Councillor Martin Ford is calling for improvements to encourage more walking and cycling in Aberdeenshire.
Councillor Martin Ford is calling for improvements to encourage more walking and cycling in Aberdeenshire.

Specific trails to encourage more active rural travel across Aberdeenshire could be created.

It comes after the region experienced a noted increase in people walking and cycling around the area during lockdown.

East Garioch councillor Martin Ford wants to capitalise on that shift in behaviour and promote its continuation by creating specific routes that are walker and cyclist friendly.

In response to his idea, council officers have prepared a report which will go before members of the infrastructure services committee on Thursday.

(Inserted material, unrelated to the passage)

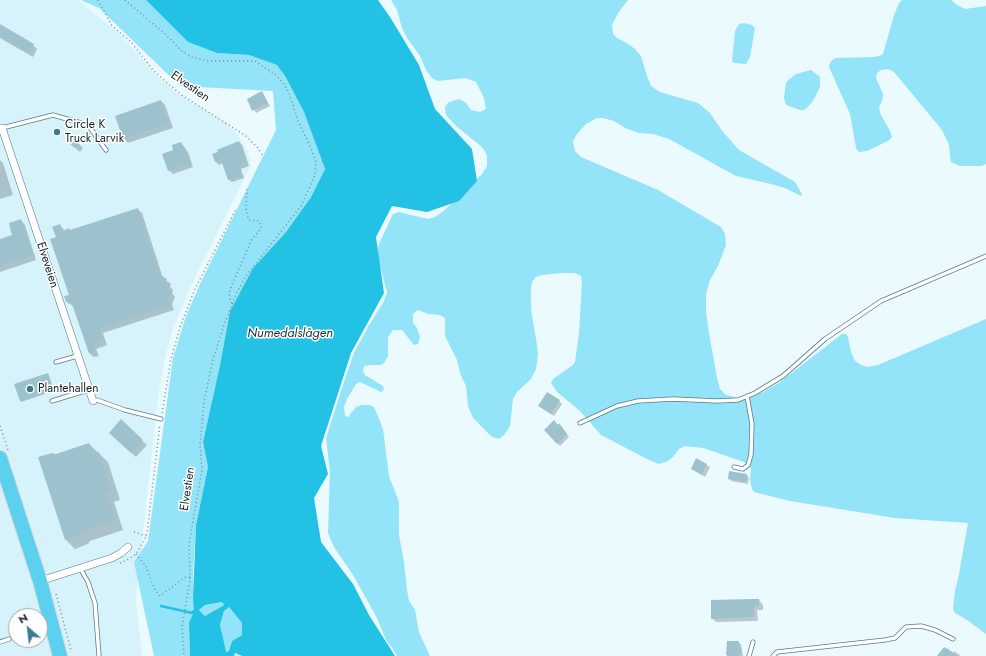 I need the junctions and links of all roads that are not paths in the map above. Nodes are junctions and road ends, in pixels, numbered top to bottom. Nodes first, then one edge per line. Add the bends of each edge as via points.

Mr Ford said: “The experience suggests a real suppressed demand exists for active travel on our rural roads.

“Given the huge benefits of cycling and walking, we must not simply go back to allowing motorised traffic to effectively exclude many people from using their local road for travelling by alternative means.”

He is now asking the local authority to look at what could be done to reprioritise parts of the existing road network to make it more suited to those who want to exercise or make local journeys by foot or bike.

Mr Ford added: “There really is an opportunity to ‘build back better’ by changing policies to match and support changes in use.”

In a report, the council’s head of service for transportation, Ewan Wallace, identified three routes which could form part of a trial similar to “green routes” initiatives seen elsewhere in Scotland.

If plans are progressed by councillors, the Polinar Dam loop in Inverurie, paths from Woodhead of Fyvie to Gight and the existing Ythan trail and a circular walk in Cornhill, near Banff, could be improved as a starting point.